* DIRECTIONS FOR THIS TASK
The expected result is an exact restatement of the data, free of pictures.

* SUPPLIED DATA
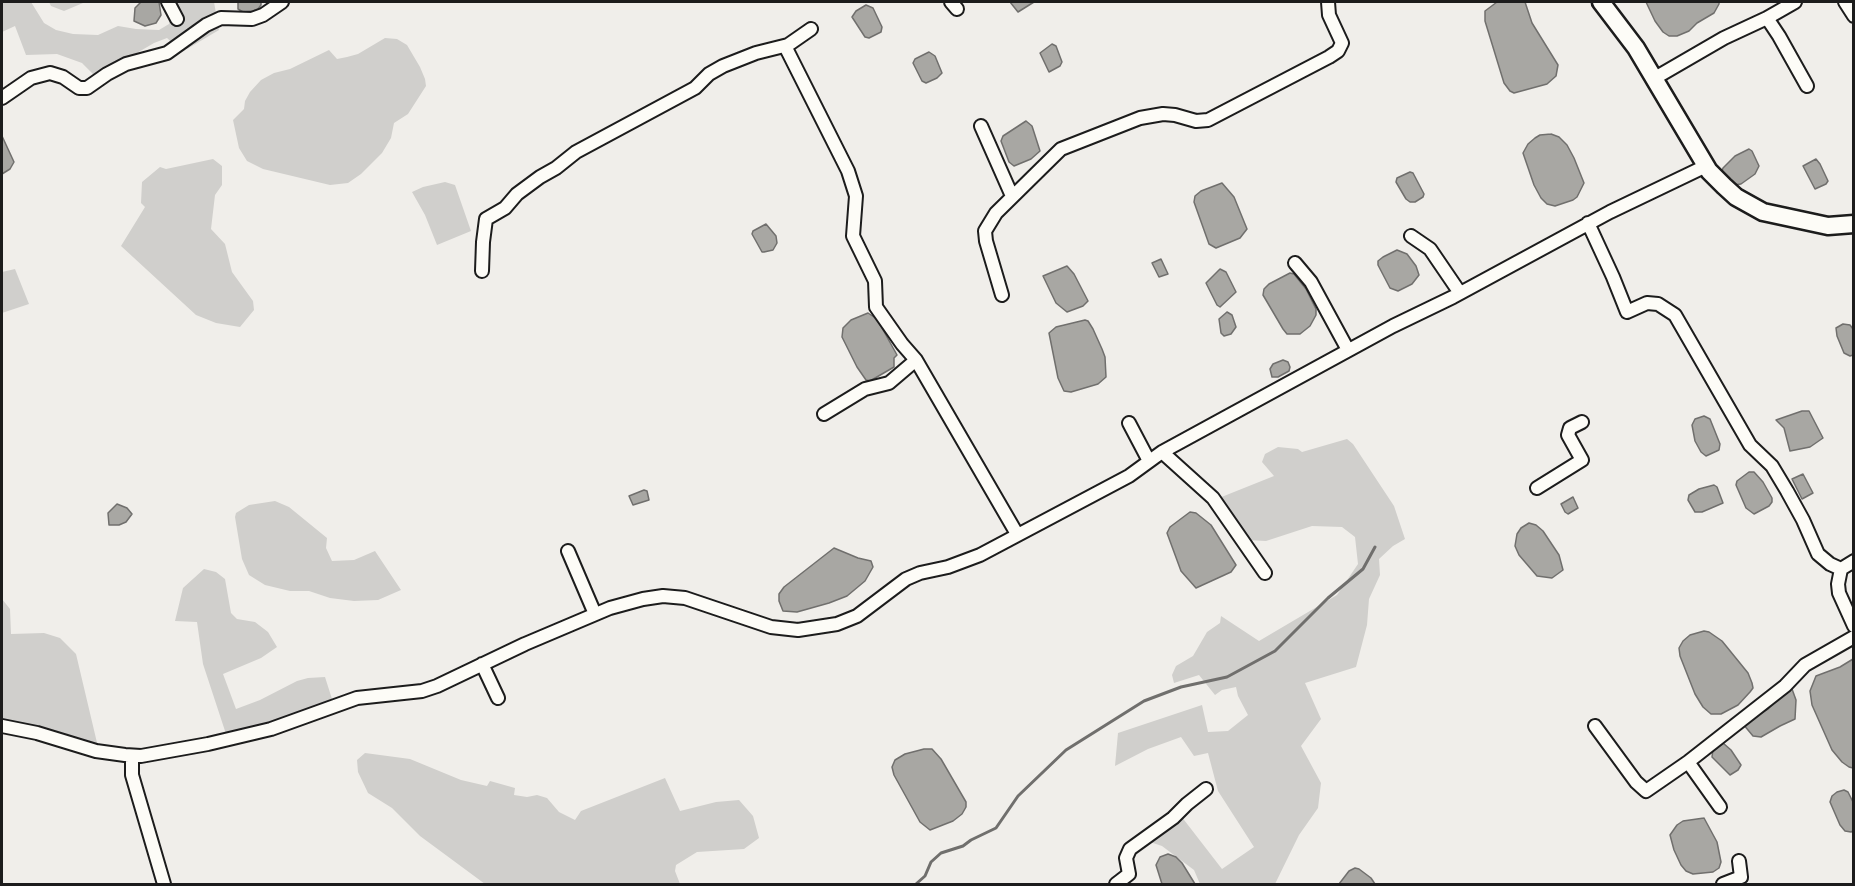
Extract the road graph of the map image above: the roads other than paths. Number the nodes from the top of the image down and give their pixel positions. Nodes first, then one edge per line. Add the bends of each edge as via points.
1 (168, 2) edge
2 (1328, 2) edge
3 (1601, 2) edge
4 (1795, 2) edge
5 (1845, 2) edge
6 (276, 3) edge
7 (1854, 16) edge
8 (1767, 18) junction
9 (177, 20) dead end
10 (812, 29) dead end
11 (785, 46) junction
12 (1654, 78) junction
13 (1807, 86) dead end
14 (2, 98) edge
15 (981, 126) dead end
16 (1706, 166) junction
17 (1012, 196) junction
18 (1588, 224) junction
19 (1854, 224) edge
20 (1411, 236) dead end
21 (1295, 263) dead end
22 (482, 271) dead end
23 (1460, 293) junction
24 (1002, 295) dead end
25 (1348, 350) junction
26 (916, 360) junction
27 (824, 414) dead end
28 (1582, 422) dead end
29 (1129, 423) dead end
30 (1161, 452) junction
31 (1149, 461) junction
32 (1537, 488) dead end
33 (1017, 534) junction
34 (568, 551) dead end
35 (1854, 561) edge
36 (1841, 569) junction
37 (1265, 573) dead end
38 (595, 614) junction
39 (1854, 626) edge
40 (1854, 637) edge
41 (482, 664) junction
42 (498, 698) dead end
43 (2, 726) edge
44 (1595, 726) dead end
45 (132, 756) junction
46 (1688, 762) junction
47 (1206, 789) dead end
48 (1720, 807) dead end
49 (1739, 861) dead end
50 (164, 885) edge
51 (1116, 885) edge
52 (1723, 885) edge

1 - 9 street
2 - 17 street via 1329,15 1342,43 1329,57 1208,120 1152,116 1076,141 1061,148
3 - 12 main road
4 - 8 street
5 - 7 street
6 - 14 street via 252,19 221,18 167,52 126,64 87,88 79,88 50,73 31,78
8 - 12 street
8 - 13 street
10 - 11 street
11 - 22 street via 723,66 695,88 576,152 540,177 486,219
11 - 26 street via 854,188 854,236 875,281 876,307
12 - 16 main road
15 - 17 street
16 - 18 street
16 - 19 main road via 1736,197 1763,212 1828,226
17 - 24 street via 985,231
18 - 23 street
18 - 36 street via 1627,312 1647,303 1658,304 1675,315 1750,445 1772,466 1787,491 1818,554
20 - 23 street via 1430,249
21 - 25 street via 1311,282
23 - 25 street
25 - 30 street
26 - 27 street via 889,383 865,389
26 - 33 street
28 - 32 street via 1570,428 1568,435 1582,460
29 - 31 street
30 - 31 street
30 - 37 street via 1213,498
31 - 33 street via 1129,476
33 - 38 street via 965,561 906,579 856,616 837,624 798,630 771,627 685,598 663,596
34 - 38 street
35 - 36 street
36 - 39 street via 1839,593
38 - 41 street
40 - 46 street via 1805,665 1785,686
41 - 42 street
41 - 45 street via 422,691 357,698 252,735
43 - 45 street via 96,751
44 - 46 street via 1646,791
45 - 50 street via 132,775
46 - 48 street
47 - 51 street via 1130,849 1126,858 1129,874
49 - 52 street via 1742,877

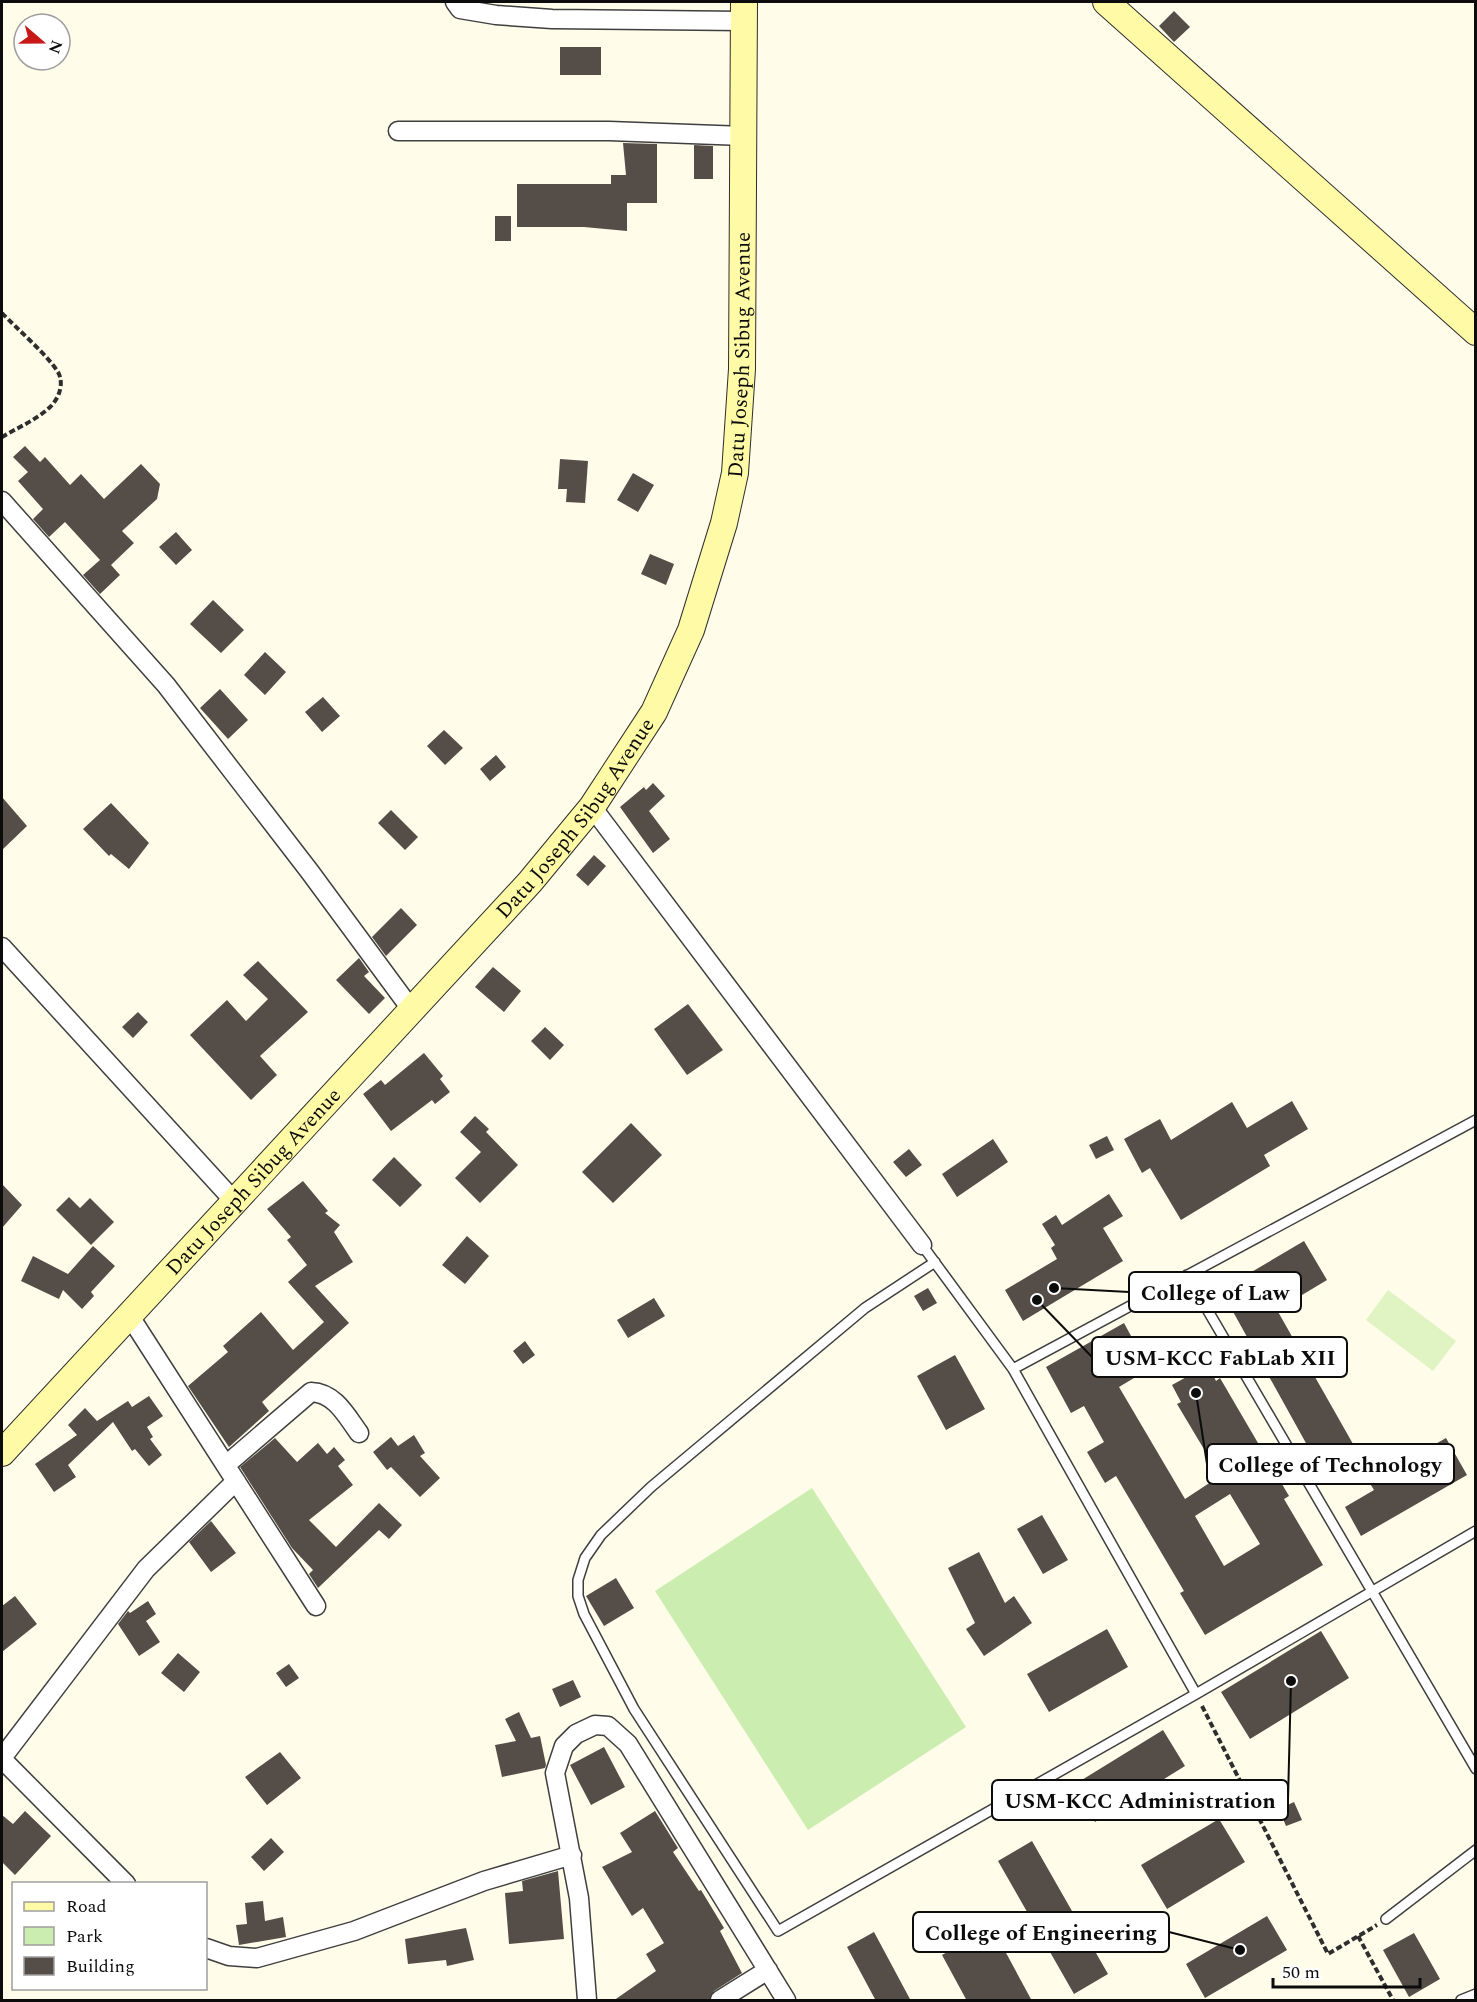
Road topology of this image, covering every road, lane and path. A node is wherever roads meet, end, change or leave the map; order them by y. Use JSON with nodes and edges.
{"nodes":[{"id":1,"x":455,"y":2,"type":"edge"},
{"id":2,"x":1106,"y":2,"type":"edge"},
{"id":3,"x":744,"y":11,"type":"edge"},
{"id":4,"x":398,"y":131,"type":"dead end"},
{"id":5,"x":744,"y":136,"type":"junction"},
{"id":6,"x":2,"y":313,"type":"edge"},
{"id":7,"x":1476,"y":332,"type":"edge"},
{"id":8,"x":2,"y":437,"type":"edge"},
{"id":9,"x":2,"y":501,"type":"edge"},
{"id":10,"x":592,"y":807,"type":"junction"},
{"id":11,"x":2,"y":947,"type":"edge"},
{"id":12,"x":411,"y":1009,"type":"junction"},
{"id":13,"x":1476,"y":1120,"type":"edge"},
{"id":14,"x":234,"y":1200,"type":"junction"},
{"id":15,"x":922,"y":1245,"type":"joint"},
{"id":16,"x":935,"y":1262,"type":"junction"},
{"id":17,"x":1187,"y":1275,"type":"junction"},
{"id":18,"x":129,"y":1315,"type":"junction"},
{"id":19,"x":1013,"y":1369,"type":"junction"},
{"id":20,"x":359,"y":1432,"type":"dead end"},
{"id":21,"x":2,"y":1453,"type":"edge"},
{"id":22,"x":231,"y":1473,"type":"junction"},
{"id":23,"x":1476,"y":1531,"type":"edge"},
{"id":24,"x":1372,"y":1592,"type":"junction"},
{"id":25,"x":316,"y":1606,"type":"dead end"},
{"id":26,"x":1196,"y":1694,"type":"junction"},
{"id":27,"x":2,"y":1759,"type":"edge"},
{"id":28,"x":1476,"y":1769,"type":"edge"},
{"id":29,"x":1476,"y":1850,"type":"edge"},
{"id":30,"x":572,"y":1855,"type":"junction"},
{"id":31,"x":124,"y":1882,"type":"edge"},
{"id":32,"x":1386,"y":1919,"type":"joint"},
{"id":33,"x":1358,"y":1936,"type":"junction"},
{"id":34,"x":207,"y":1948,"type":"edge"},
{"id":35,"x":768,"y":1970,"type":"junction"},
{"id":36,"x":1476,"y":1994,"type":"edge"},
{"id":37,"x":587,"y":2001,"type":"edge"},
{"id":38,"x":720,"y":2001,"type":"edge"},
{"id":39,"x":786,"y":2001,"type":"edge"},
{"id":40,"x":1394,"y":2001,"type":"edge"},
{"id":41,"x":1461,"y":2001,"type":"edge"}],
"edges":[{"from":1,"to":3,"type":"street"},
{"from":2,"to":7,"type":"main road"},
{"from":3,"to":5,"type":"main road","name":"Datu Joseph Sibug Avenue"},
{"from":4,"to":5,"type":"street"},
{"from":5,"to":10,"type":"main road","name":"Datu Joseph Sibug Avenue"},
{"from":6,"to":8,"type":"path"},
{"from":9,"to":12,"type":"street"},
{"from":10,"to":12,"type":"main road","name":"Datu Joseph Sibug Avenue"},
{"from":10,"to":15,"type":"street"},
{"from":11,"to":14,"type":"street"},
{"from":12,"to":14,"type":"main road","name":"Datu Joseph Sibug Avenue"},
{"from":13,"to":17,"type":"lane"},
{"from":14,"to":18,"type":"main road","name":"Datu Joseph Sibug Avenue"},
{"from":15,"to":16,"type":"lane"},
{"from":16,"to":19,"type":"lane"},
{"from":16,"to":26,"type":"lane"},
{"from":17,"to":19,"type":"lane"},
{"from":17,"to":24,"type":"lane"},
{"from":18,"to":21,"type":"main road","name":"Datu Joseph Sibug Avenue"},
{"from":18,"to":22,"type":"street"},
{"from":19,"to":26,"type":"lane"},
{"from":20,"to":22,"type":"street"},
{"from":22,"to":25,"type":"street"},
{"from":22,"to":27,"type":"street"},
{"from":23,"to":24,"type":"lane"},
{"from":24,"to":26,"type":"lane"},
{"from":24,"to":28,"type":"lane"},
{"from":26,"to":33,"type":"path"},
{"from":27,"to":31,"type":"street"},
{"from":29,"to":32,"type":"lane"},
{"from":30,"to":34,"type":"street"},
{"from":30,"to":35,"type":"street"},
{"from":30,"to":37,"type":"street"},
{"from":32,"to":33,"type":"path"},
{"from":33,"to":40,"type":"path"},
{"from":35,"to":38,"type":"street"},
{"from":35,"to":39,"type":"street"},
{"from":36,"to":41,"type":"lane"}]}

* FINAL ANSWER
Extract the road graph of the map image above: the roads other than paths. Number the nodes from the top of the image down and give their pixel positions. Nodes first, then one edge per line. Add the bends of each edge as via points.
1 (168, 2) edge
2 (1328, 2) edge
3 (1601, 2) edge
4 (1795, 2) edge
5 (1845, 2) edge
6 (276, 3) edge
7 (1854, 16) edge
8 (1767, 18) junction
9 (177, 20) dead end
10 (812, 29) dead end
11 (785, 46) junction
12 (1654, 78) junction
13 (1807, 86) dead end
14 (2, 98) edge
15 (981, 126) dead end
16 (1706, 166) junction
17 (1012, 196) junction
18 (1588, 224) junction
19 (1854, 224) edge
20 (1411, 236) dead end
21 (1295, 263) dead end
22 (482, 271) dead end
23 (1460, 293) junction
24 (1002, 295) dead end
25 (1348, 350) junction
26 (916, 360) junction
27 (824, 414) dead end
28 (1582, 422) dead end
29 (1129, 423) dead end
30 (1161, 452) junction
31 (1149, 461) junction
32 (1537, 488) dead end
33 (1017, 534) junction
34 (568, 551) dead end
35 (1854, 561) edge
36 (1841, 569) junction
37 (1265, 573) dead end
38 (595, 614) junction
39 (1854, 626) edge
40 (1854, 637) edge
41 (482, 664) junction
42 (498, 698) dead end
43 (2, 726) edge
44 (1595, 726) dead end
45 (132, 756) junction
46 (1688, 762) junction
47 (1206, 789) dead end
48 (1720, 807) dead end
49 (1739, 861) dead end
50 (164, 885) edge
51 (1116, 885) edge
52 (1723, 885) edge

1 - 9 street
2 - 17 street via 1329,15 1342,43 1329,57 1208,120 1152,116 1076,141 1061,148
3 - 12 main road
4 - 8 street
5 - 7 street
6 - 14 street via 252,19 221,18 167,52 126,64 87,88 79,88 50,73 31,78
8 - 12 street
8 - 13 street
10 - 11 street
11 - 22 street via 723,66 695,88 576,152 540,177 486,219
11 - 26 street via 854,188 854,236 875,281 876,307
12 - 16 main road
15 - 17 street
16 - 18 street
16 - 19 main road via 1736,197 1763,212 1828,226
17 - 24 street via 985,231
18 - 23 street
18 - 36 street via 1627,312 1647,303 1658,304 1675,315 1750,445 1772,466 1787,491 1818,554
20 - 23 street via 1430,249
21 - 25 street via 1311,282
23 - 25 street
25 - 30 street
26 - 27 street via 889,383 865,389
26 - 33 street
28 - 32 street via 1570,428 1568,435 1582,460
29 - 31 street
30 - 31 street
30 - 37 street via 1213,498
31 - 33 street via 1129,476
33 - 38 street via 965,561 906,579 856,616 837,624 798,630 771,627 685,598 663,596
34 - 38 street
35 - 36 street
36 - 39 street via 1839,593
38 - 41 street
40 - 46 street via 1805,665 1785,686
41 - 42 street
41 - 45 street via 422,691 357,698 252,735
43 - 45 street via 96,751
44 - 46 street via 1646,791
45 - 50 street via 132,775
46 - 48 street
47 - 51 street via 1130,849 1126,858 1129,874
49 - 52 street via 1742,877

Road topology of this image, covering every road, lane and path. A node is wherever roads meet, end, change or leave the map; order them by y. Use JSON with nodes and edges.
{"nodes":[{"id":1,"x":455,"y":2,"type":"edge"},
{"id":2,"x":1106,"y":2,"type":"edge"},
{"id":3,"x":744,"y":11,"type":"edge"},
{"id":4,"x":398,"y":131,"type":"dead end"},
{"id":5,"x":744,"y":136,"type":"junction"},
{"id":6,"x":2,"y":313,"type":"edge"},
{"id":7,"x":1476,"y":332,"type":"edge"},
{"id":8,"x":2,"y":437,"type":"edge"},
{"id":9,"x":2,"y":501,"type":"edge"},
{"id":10,"x":592,"y":807,"type":"junction"},
{"id":11,"x":2,"y":947,"type":"edge"},
{"id":12,"x":411,"y":1009,"type":"junction"},
{"id":13,"x":1476,"y":1120,"type":"edge"},
{"id":14,"x":234,"y":1200,"type":"junction"},
{"id":15,"x":922,"y":1245,"type":"joint"},
{"id":16,"x":935,"y":1262,"type":"junction"},
{"id":17,"x":1187,"y":1275,"type":"junction"},
{"id":18,"x":129,"y":1315,"type":"junction"},
{"id":19,"x":1013,"y":1369,"type":"junction"},
{"id":20,"x":359,"y":1432,"type":"dead end"},
{"id":21,"x":2,"y":1453,"type":"edge"},
{"id":22,"x":231,"y":1473,"type":"junction"},
{"id":23,"x":1476,"y":1531,"type":"edge"},
{"id":24,"x":1372,"y":1592,"type":"junction"},
{"id":25,"x":316,"y":1606,"type":"dead end"},
{"id":26,"x":1196,"y":1694,"type":"junction"},
{"id":27,"x":2,"y":1759,"type":"edge"},
{"id":28,"x":1476,"y":1769,"type":"edge"},
{"id":29,"x":1476,"y":1850,"type":"edge"},
{"id":30,"x":572,"y":1855,"type":"junction"},
{"id":31,"x":124,"y":1882,"type":"edge"},
{"id":32,"x":1386,"y":1919,"type":"joint"},
{"id":33,"x":1358,"y":1936,"type":"junction"},
{"id":34,"x":207,"y":1948,"type":"edge"},
{"id":35,"x":768,"y":1970,"type":"junction"},
{"id":36,"x":1476,"y":1994,"type":"edge"},
{"id":37,"x":587,"y":2001,"type":"edge"},
{"id":38,"x":720,"y":2001,"type":"edge"},
{"id":39,"x":786,"y":2001,"type":"edge"},
{"id":40,"x":1394,"y":2001,"type":"edge"},
{"id":41,"x":1461,"y":2001,"type":"edge"}],
"edges":[{"from":1,"to":3,"type":"street"},
{"from":2,"to":7,"type":"main road"},
{"from":3,"to":5,"type":"main road","name":"Datu Joseph Sibug Avenue"},
{"from":4,"to":5,"type":"street"},
{"from":5,"to":10,"type":"main road","name":"Datu Joseph Sibug Avenue"},
{"from":6,"to":8,"type":"path"},
{"from":9,"to":12,"type":"street"},
{"from":10,"to":12,"type":"main road","name":"Datu Joseph Sibug Avenue"},
{"from":10,"to":15,"type":"street"},
{"from":11,"to":14,"type":"street"},
{"from":12,"to":14,"type":"main road","name":"Datu Joseph Sibug Avenue"},
{"from":13,"to":17,"type":"lane"},
{"from":14,"to":18,"type":"main road","name":"Datu Joseph Sibug Avenue"},
{"from":15,"to":16,"type":"lane"},
{"from":16,"to":19,"type":"lane"},
{"from":16,"to":26,"type":"lane"},
{"from":17,"to":19,"type":"lane"},
{"from":17,"to":24,"type":"lane"},
{"from":18,"to":21,"type":"main road","name":"Datu Joseph Sibug Avenue"},
{"from":18,"to":22,"type":"street"},
{"from":19,"to":26,"type":"lane"},
{"from":20,"to":22,"type":"street"},
{"from":22,"to":25,"type":"street"},
{"from":22,"to":27,"type":"street"},
{"from":23,"to":24,"type":"lane"},
{"from":24,"to":26,"type":"lane"},
{"from":24,"to":28,"type":"lane"},
{"from":26,"to":33,"type":"path"},
{"from":27,"to":31,"type":"street"},
{"from":29,"to":32,"type":"lane"},
{"from":30,"to":34,"type":"street"},
{"from":30,"to":35,"type":"street"},
{"from":30,"to":37,"type":"street"},
{"from":32,"to":33,"type":"path"},
{"from":33,"to":40,"type":"path"},
{"from":35,"to":38,"type":"street"},
{"from":35,"to":39,"type":"street"},
{"from":36,"to":41,"type":"lane"}]}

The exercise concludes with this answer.